Use the service information to look for the actuator. These can be externally accessed. If so, in your case, you could verify the integrity of the actuator itself. Desired values for the test vary significantly, so make sure your multimeter and service manual are ready. Avoid unnecessary damages to the connections by using the right test pin connectors. If the recorded values are outside the desired ones, the sensor can be deemed defective and must be replaced with a new one.

Step 3

Inspect your PCM and TCM, look for signs of damage. They are usually located where water intrusion is susceptible, which could lead to corrosion. If you see any green powder, then that’s a red flag for damage.

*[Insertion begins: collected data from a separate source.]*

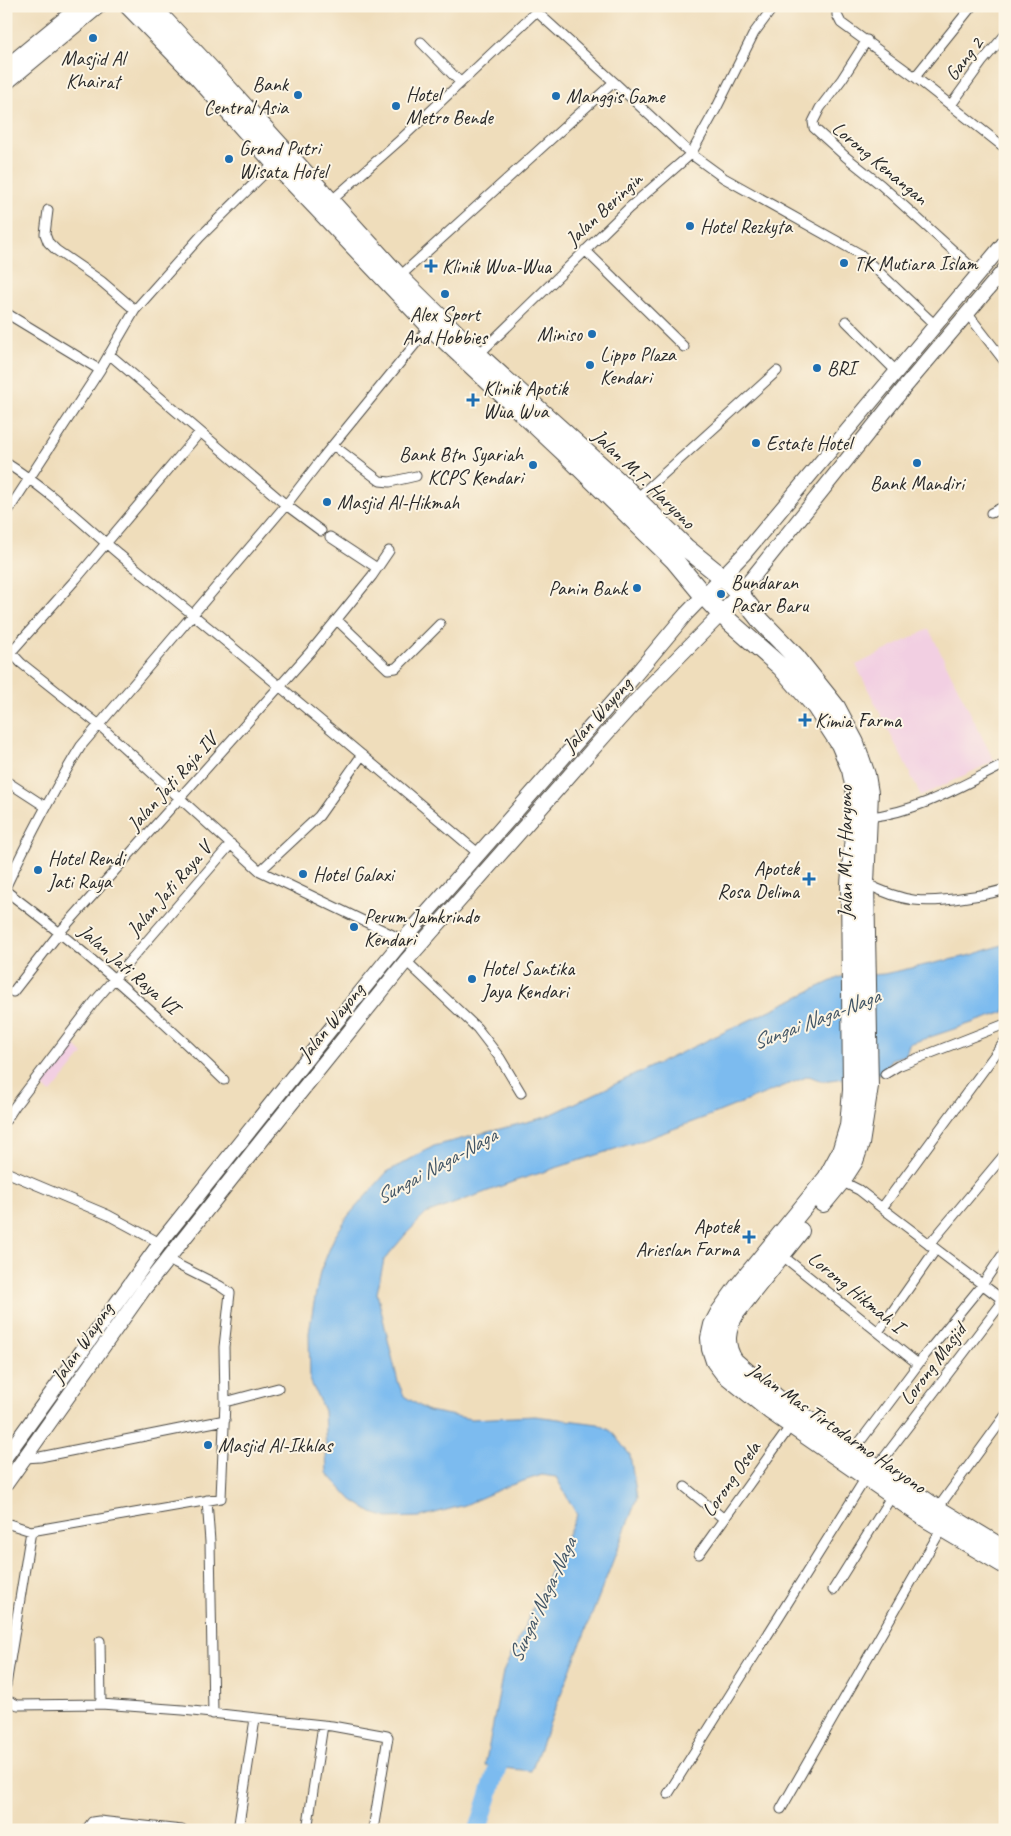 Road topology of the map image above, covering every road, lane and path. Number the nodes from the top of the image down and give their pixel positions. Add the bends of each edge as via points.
1 (80, 6) edge
2 (99, 6) edge
3 (129, 6) edge
4 (151, 6) edge
5 (774, 6) edge
6 (837, 6) edge
7 (972, 6) edge
8 (540, 9) edge
9 (1005, 35) edge
10 (867, 40) junction
11 (421, 42) dead end
12 (6, 67) edge
13 (916, 77) junction
14 (460, 82) junction
15 (614, 82) junction
16 (6, 83) edge
17 (951, 105) junction
18 (1005, 148) edge
19 (691, 154) junction
20 (280, 158) junction
21 (331, 201) junction
22 (48, 210) dead end
23 (1005, 242) edge
24 (585, 250) junction
25 (1005, 269) edge
26 (979, 274) junction
27 (399, 277) junction
28 (991, 284) junction
29 (135, 310) junction
30 (6, 313) edge
31 (968, 313) junction
32 (846, 321) dead end
33 (935, 325) junction
34 (430, 326) junction
35 (684, 347) dead end
36 (109, 354) junction
37 (478, 354) junction
38 (1005, 362) edge
39 (100, 370) junction
40 (777, 371) dead end
41 (896, 371) junction
42 (200, 432) junction
43 (333, 445) junction
44 (6, 462) edge
45 (416, 476) dead end
46 (30, 478) junction
47 (636, 499) junction
48 (286, 505) junction
49 (1005, 506) edge
50 (992, 513) dead end
51 (6, 514) edge
52 (321, 531) dead end
53 (330, 536) dead end
54 (105, 544) junction
55 (389, 551) dead end
56 (377, 568) junction
57 (721, 576) junction
58 (739, 593) junction
59 (702, 595) junction
60 (721, 614) junction
61 (194, 615) junction
62 (337, 620) junction
63 (440, 624) dead end
64 (9, 650) edge
65 (279, 686) junction
66 (98, 724) junction
67 (362, 755) junction
68 (1005, 764) edge
69 (6, 781) edge
70 (180, 799) junction
71 (46, 806) junction
72 (869, 817) junction
73 (231, 844) junction
74 (479, 854) junction
75 (260, 872) junction
76 (865, 883) junction
77 (6, 886) edge
78 (1005, 889) edge
79 (6, 890) edge
80 (60, 932) junction
81 (403, 940) junction
82 (406, 961) junction
83 (859, 969) junction
84 (113, 979) junction
85 (13, 992) dead end
86 (1005, 1024) edge
87 (1005, 1042) edge
88 (885, 1074) dead end
89 (224, 1080) dead end
90 (860, 1088) junction
91 (521, 1093) dead end
92 (6, 1120) edge
93 (1005, 1154) edge
94 (6, 1172) edge
95 (841, 1181) junction
96 (882, 1208) junction
97 (160, 1243) junction
98 (933, 1247) junction
99 (776, 1251) junction
100 (1005, 1251) edge
101 (168, 1260) junction
102 (982, 1285) junction
103 (878, 1332) junction
104 (918, 1364) junction
105 (278, 1388) dead end
106 (226, 1402) junction
107 (1005, 1416) edge
108 (225, 1420) junction
109 (792, 1424) junction
110 (853, 1451) junction
111 (6, 1456) edge
112 (25, 1458) junction
113 (872, 1472) junction
114 (6, 1484) edge
115 (685, 1487) dead end
116 (893, 1494) junction
117 (207, 1500) junction
118 (724, 1519) junction
119 (936, 1519) junction
120 (6, 1523) edge
121 (31, 1531) junction
122 (1005, 1550) edge
123 (700, 1554) dead end
124 (1005, 1565) edge
125 (834, 1590) dead end
126 (100, 1641) dead end
127 (6, 1685) edge
128 (6, 1700) edge
129 (101, 1704) junction
130 (213, 1714) junction
131 (255, 1719) junction
132 (323, 1725) junction
133 (668, 1794) dead end
134 (781, 1809) dead end
135 (86, 1830) edge
136 (182, 1830) edge
137 (238, 1830) edge
138 (307, 1830) edge
139 (372, 1830) edge

1 - 12 main road
2 - 16 main road
3 - 20 highway, Jalan M.T. Haryono
4 - 20 highway, Jalan M.T. Haryono via 188,44
5 - 19 street via 754,33
6 - 10 street via 841,23
7 - 13 street
8 - 14 street
8 - 15 street
9 - 17 street, Gang 2
10 - 13 street
10 - 26 street, Lorong Kenangan via 820,108 813,122 814,128
11 - 14 street
13 - 17 street
14 - 21 street
15 - 19 street
15 - 27 street
17 - 18 street
19 - 24 street, Jalan Beringin
19 - 33 street via 732,183 860,254
20 - 21 highway, Jalan M.T. Haryono
20 - 29 street via 200,237
20 - 34 highway, Jalan M.T. Haryono
21 - 27 highway, Jalan M.T. Haryono
22 - 29 street via 44,234 48,242
23 - 26 main road, Jalan Wayong
24 - 35 street
24 - 37 street, Jalan Beringin
25 - 28 main road, Jalan Wayong
26 - 28 main road
26 - 33 main road, Jalan Wayong
27 - 37 highway, Jalan M.T. Haryono
28 - 31 main road, Jalan Wayong
29 - 36 street
30 - 39 street
31 - 38 street
31 - 58 main road, Jalan Wayong
32 - 41 street
33 - 41 main road, Jalan Wayong
34 - 43 street
34 - 59 highway, Jalan M.T. Haryono via 674,560
36 - 39 street
36 - 42 street
37 - 47 highway, Jalan M.T. Haryono
39 - 46 street
40 - 47 street
41 - 57 main road, Jalan Wayong
42 - 48 street
42 - 54 street
43 - 45 street via 380,481
43 - 48 street
44 - 46 street
46 - 51 street
46 - 54 street
47 - 57 highway, Jalan M.T. Haryono via 684,547
48 - 52 street
48 - 61 street
49 - 50 street
53 - 56 street
54 - 61 street
54 - 64 street
55 - 56 street, Jalan Jati Raja IV
56 - 62 street, Jalan Jati Raja IV
57 - 58 highway, Jalan M.T. Haryono
57 - 59 main road, Jalan Wayong
58 - 60 main road, Jalan Wayong
58 - 72 highway, Jalan M.T. Haryono via 836,707 855,743 866,775
59 - 60 highway, Jalan M.T. Haryono
59 - 74 main road, Jalan Wayong
60 - 82 main road, Jalan Wayong via 643,693
60 - 83 highway, Jalan M.T. Haryono via 780,667 816,707 840,744 851,770 857,799 850,884
61 - 65 street
61 - 66 street
62 - 63 street via 392,670
62 - 65 street, Jalan Jati Raja IV
64 - 66 street
65 - 67 street
65 - 70 street, Jalan Jati Raja IV
66 - 70 street
66 - 71 street
67 - 74 street
67 - 75 street via 319,816
68 - 72 street via 928,802 888,815
69 - 71 street
70 - 73 street
70 - 80 street, Jalan Jati Raja IV
71 - 77 street
72 - 76 highway, Jalan M.T. Haryono
73 - 75 street
73 - 84 street, Jalan Jati Raya V
74 - 81 main road, Jalan Wayong
75 - 81 street
76 - 78 street via 887,894 926,902
76 - 83 highway, Jalan M.T. Haryono
79 - 80 street, Jalan Jati Raya VI
80 - 84 street, Jalan Jati Raya VI
80 - 85 street, Jalan Jati Raja IV
81 - 97 main road, Jalan Wayong
82 - 91 street via 477,1028
82 - 101 main road, Jalan Wayong
83 - 90 highway, Jalan M.T. Haryono
84 - 89 street, Jalan Jati Raya VI
84 - 92 street, Jalan Jati Raya V
86 - 88 street
87 - 96 street
90 - 95 highway, Jalan Mas Tirtodarmo Haryono via 860,1144
90 - 99 highway, Jalan Mas Tirtodarmo Haryono via 841,1152 827,1178
93 - 98 street
94 - 97 street via 108,1215
95 - 96 street
95 - 99 highway, Jalan Mas Tirtodarmo Haryono
96 - 98 street
97 - 111 main road, Jalan Wayong
98 - 102 street
98 - 103 street
99 - 103 street, Lorong Hikmah I
99 - 109 highway, Jalan Mas Tirtodarmo Haryono via 738,1286 720,1312 710,1338 711,1349 724,1373
99 - 110 highway, Jalan Mas Tirtodarmo Haryono via 729,1325 728,1352 780,1402
100 - 102 street
101 - 106 street via 230,1293 224,1347
101 - 112 main road, Jalan Wayong
102 - 104 street
102 - 113 street, Lorong Masjid via 998,1297 1001,1304
103 - 104 street, Lorong Hikmah I
104 - 110 street
105 - 106 street
106 - 108 street
107 - 119 street
108 - 112 street
108 - 117 street via 221,1498
109 - 113 highway, Jalan Mas Tirtodarmo Haryono
109 - 118 street, Lorong Osela
110 - 113 highway, Jalan Mas Tirtodarmo Haryono
112 - 114 main road, Jalan Wayong
113 - 116 highway, Jalan Mas Tirtodarmo Haryono
113 - 119 highway, Jalan Mas Tirtodarmo Haryono
113 - 133 street
115 - 118 street
116 - 119 highway, Jalan Mas Tirtodarmo Haryono
116 - 125 street
117 - 121 street
117 - 130 street
118 - 123 street, Lorong Osela
119 - 122 highway, Jalan Mas Tirtodarmo Haryono
119 - 124 highway, Jalan Mas Tirtodarmo Haryono
119 - 134 street
120 - 121 street
121 - 127 street
126 - 129 street
128 - 129 street via 18,1705
129 - 130 street
130 - 131 street
131 - 132 street
131 - 137 street
132 - 138 street
132 - 139 street via 388,1737
135 - 136 street via 92,1822 99,1821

In this case, you should see a qualified technician to a more thorough diagnosis of your vehicle.

How to Fix

Depending on your diagnosis, common repairs for this code include:

  • Repair or replacement of damaged wires and other electrical components
  • Repair or replacement of PCM wiring harness
  • Replacement of damaged sensor
  • Securing and tightening PCM connectors and ground wires
  • Replacement or reprogramming of PCM

This article is strictly for information purposes only, and the technical data and service bulletins for your specific vehicle should always take precedence.

Note that, the severity of the problem varies greatly; it’s entirely possible for a vehicle with this code to not have any noticeable symptoms. Most vehicles, however, will experience symptoms severe enough to keep the vehicle from starting. Also, even if the vehicle could run, it’s crucial to have this code addressed as soon as possible to minimize the risk of further damage.

Also, there are times where other trouble codes are set off when Error Code P0658 is detected. If multiple codes are present, then the P0658 must be addressed and fixed first, as other codes may simply be a symptom of it. If the diagnosis shows the PCM and other control modules must be replaced, then it must be reprogrammed as well.